Professor Alison Wolf has told of her hopes that a new national vocational education centre to influence policy and develop best practice will address the country’s “woeful” FE research record.
The Department for Business, Innovation and Skills (BIS) is giving £3m for three years — with an option to extend a further two years with more funding — for a centre to explore the role of vocational education.
It has invited bids to run the new research centre, and already counts Professor Wolf as board leader. The Kings College London academic, whose government-commissioned review of vocational education for 14 to 19-year-olds was published in early 2011, told FE Week: “I am absolutely delighted that the government is funding this new research centre. We are woefully short of good, up-to-date research in this area and the new centre should be a major asset to future policy.”
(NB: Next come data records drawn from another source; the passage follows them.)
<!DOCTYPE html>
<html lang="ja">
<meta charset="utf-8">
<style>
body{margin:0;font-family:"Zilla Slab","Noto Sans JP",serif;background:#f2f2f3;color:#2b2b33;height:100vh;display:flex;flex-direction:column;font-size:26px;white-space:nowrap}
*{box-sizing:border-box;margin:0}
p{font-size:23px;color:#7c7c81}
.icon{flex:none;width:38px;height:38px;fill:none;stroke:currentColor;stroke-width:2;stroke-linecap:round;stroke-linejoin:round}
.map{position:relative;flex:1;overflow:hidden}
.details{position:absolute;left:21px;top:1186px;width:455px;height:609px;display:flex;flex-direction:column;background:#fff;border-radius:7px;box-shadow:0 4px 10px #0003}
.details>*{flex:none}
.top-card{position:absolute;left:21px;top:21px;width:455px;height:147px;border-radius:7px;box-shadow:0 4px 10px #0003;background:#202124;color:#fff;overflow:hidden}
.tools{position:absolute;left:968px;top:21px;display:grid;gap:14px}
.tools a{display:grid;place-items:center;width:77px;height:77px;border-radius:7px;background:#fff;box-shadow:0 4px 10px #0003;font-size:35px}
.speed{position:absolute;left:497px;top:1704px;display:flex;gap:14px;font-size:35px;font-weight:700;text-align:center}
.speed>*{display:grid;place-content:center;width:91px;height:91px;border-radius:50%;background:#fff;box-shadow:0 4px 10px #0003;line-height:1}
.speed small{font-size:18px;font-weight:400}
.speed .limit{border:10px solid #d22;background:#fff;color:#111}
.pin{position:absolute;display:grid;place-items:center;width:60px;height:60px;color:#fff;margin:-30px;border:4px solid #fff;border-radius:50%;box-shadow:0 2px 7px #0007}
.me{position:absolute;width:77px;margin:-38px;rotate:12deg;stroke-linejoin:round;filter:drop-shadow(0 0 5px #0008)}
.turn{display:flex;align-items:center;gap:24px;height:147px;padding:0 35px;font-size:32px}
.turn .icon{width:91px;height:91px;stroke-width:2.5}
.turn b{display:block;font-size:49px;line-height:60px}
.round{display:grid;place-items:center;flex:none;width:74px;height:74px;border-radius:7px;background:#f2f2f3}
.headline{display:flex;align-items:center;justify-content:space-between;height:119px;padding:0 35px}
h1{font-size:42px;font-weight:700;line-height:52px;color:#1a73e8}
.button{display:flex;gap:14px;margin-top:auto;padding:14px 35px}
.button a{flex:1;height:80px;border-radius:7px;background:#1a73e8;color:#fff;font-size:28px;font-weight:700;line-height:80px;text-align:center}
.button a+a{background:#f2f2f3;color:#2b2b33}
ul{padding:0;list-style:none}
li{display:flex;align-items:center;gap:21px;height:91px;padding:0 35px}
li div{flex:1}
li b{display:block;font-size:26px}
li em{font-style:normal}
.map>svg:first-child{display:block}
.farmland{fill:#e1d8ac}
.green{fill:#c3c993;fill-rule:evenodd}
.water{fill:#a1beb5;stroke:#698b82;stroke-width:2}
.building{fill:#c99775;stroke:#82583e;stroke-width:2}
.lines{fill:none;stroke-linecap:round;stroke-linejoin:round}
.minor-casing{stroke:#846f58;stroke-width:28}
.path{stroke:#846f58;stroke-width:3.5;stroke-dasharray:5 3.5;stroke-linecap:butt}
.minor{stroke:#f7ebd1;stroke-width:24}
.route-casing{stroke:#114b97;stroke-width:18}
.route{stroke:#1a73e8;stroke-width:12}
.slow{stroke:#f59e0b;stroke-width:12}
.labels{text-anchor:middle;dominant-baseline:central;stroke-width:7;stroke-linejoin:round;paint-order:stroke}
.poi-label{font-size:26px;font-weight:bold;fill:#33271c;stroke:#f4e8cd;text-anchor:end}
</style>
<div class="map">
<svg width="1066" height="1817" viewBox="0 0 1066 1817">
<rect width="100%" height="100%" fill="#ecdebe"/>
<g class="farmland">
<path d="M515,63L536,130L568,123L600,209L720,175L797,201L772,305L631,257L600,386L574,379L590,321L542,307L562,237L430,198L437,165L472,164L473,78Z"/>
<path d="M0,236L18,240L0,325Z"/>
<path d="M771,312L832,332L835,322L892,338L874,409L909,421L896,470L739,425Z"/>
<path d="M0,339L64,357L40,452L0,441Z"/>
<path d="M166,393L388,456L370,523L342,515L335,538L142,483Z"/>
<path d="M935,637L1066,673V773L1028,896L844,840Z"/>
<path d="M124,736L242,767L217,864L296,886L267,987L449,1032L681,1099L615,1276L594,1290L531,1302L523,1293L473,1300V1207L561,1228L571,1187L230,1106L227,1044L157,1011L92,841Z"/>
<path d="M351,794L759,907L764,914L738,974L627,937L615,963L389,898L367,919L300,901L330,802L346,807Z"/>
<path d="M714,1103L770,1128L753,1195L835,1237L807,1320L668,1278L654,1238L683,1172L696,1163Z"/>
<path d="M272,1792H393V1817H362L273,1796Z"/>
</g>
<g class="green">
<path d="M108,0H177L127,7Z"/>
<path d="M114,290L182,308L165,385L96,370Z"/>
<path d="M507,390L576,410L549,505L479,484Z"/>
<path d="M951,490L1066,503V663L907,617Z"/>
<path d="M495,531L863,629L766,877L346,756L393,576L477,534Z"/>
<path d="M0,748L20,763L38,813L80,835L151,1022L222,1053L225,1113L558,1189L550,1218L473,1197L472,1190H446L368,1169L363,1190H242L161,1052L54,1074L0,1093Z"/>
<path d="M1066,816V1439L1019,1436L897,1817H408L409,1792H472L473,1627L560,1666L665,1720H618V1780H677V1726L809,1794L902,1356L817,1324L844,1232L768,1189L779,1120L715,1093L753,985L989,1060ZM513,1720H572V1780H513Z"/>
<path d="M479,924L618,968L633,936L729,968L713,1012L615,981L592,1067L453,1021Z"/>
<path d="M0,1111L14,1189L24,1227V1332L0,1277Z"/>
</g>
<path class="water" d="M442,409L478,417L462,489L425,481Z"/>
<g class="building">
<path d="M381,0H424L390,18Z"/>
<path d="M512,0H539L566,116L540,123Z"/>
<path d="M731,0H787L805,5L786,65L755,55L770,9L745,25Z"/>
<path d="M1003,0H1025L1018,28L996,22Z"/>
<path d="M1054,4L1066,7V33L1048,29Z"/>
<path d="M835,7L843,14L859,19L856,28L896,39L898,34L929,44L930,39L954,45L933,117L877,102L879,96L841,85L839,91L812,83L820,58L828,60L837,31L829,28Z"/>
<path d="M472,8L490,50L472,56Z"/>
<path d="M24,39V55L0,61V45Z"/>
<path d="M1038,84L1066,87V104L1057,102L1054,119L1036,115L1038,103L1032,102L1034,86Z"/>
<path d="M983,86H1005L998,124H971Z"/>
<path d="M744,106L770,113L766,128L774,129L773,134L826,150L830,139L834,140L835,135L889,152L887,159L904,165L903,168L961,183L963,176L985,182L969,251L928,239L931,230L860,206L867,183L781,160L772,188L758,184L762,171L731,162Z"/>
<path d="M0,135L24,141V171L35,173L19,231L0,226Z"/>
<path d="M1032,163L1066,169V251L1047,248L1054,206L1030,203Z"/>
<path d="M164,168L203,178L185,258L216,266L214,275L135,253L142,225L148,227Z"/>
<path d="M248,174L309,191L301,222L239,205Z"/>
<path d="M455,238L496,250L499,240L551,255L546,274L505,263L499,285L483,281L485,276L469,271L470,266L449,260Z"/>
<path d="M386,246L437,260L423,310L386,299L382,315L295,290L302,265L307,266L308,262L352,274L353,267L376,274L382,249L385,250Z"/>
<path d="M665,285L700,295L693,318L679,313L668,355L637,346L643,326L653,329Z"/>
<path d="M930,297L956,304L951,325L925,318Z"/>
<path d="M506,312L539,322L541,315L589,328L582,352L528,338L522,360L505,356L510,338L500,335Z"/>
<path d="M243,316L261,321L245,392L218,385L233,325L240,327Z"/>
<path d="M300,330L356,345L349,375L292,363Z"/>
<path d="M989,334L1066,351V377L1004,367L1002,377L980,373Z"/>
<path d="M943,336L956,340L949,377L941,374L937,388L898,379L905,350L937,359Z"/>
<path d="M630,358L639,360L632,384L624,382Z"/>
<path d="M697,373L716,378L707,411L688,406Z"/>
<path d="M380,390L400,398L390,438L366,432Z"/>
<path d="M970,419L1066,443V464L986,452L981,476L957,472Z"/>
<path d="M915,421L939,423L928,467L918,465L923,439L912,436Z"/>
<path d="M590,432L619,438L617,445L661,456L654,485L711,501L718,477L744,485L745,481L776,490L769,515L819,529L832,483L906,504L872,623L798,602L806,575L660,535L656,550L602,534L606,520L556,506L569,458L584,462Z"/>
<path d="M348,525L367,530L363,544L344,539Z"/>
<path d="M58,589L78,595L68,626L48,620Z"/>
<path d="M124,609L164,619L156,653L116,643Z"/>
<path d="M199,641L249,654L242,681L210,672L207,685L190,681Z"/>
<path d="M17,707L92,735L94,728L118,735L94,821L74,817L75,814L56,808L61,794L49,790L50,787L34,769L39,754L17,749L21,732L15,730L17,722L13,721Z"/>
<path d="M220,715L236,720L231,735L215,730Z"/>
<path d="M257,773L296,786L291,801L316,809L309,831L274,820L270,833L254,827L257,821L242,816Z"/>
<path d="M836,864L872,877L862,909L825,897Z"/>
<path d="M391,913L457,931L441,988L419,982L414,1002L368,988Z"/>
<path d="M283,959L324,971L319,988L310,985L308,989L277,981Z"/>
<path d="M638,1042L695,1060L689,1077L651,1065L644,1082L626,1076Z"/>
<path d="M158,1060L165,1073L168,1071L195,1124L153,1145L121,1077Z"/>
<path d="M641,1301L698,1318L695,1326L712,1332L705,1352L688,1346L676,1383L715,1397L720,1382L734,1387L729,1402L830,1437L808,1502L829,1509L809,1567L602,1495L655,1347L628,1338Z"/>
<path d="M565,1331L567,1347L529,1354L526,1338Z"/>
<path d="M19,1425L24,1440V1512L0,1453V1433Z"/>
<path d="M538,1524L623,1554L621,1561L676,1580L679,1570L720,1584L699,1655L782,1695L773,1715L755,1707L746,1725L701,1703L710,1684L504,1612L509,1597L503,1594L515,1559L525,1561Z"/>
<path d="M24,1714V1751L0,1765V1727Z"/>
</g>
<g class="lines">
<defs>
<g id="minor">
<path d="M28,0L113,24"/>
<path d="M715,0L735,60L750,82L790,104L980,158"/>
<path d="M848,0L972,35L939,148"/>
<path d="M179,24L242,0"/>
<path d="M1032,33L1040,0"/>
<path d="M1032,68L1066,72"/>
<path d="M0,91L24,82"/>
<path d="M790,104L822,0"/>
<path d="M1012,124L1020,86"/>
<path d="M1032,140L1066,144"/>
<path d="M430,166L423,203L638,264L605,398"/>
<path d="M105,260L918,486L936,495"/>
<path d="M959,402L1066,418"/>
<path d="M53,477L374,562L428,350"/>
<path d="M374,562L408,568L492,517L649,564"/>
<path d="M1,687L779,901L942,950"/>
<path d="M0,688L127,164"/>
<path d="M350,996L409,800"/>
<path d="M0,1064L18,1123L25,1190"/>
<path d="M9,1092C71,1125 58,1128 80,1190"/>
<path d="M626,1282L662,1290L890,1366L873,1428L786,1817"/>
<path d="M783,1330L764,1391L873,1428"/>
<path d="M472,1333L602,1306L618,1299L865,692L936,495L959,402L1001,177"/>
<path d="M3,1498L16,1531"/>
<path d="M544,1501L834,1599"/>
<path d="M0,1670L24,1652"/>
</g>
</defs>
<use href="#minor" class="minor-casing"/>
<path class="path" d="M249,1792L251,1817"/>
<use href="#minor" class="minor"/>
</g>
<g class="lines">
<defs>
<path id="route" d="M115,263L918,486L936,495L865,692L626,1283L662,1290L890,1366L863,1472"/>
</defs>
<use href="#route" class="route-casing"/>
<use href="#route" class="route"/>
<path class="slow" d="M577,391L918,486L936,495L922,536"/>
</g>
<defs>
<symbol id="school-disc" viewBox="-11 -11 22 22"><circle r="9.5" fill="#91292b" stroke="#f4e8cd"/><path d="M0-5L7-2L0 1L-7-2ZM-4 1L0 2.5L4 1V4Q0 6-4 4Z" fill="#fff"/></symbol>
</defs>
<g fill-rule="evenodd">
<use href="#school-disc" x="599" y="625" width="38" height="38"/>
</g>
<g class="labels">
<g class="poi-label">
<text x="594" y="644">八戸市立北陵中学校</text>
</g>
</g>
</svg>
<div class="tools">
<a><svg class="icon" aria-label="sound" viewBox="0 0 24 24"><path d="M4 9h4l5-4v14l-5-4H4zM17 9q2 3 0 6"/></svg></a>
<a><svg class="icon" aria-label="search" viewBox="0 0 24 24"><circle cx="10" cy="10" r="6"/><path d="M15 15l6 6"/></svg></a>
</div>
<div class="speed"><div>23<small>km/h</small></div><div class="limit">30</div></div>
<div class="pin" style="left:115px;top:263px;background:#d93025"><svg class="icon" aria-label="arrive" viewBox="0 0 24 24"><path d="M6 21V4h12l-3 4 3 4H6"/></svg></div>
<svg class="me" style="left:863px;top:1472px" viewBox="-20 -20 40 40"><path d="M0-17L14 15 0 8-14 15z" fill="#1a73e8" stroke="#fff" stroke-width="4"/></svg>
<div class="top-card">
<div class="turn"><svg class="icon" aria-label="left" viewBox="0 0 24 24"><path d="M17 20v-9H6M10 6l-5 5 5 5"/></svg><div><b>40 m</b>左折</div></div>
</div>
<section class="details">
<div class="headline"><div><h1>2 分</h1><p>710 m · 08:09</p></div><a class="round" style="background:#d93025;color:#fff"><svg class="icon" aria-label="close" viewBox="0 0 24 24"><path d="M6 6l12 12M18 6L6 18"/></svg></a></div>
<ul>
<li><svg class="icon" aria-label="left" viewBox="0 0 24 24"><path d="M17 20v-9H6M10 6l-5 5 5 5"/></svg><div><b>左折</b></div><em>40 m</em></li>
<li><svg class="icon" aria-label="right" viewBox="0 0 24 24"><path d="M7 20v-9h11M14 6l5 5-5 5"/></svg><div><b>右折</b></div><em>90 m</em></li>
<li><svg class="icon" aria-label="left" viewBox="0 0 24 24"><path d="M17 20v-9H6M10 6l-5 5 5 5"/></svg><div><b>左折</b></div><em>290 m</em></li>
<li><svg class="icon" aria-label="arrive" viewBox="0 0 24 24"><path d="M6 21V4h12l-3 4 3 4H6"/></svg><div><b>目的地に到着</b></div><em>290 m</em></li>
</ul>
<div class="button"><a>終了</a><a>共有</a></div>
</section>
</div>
She will be joined on the board and research bid assessment panel by City and Islington College principal Frank McLoughlin, whose Commission on Adult Vocational Teaching and Learning (CAVTL) last year issued a report calling for a national centre of excellence to be established.
Director of spatial economics research at the London School of Economics Henry Overmann and Nuffield Foundation education director Josh Hillman make up the rest of the board and panel, which is to be advised by the Education and Training Foundation (ETF). An ETF spokesperson said: “It’s an exciting prospect and an important development to help us understand more fully how to realise the vision of a vocational education and training [VET] system with employers at the heart. We are looking forward to working with the new research centre on experimentation and evaluation, building on our work on implementing the CAVTL report.”
The assessment panel will be boosted by Frank Bowley, deputy director for Skills Policy Analysis at BIS, along with representatives from the Economics and Social Research Council and the Higher Education Funding Council for England.
The BIS statement calling for bids to run the centre said there would be no restrictions on where the college could be based or the number of organisations that could enter together.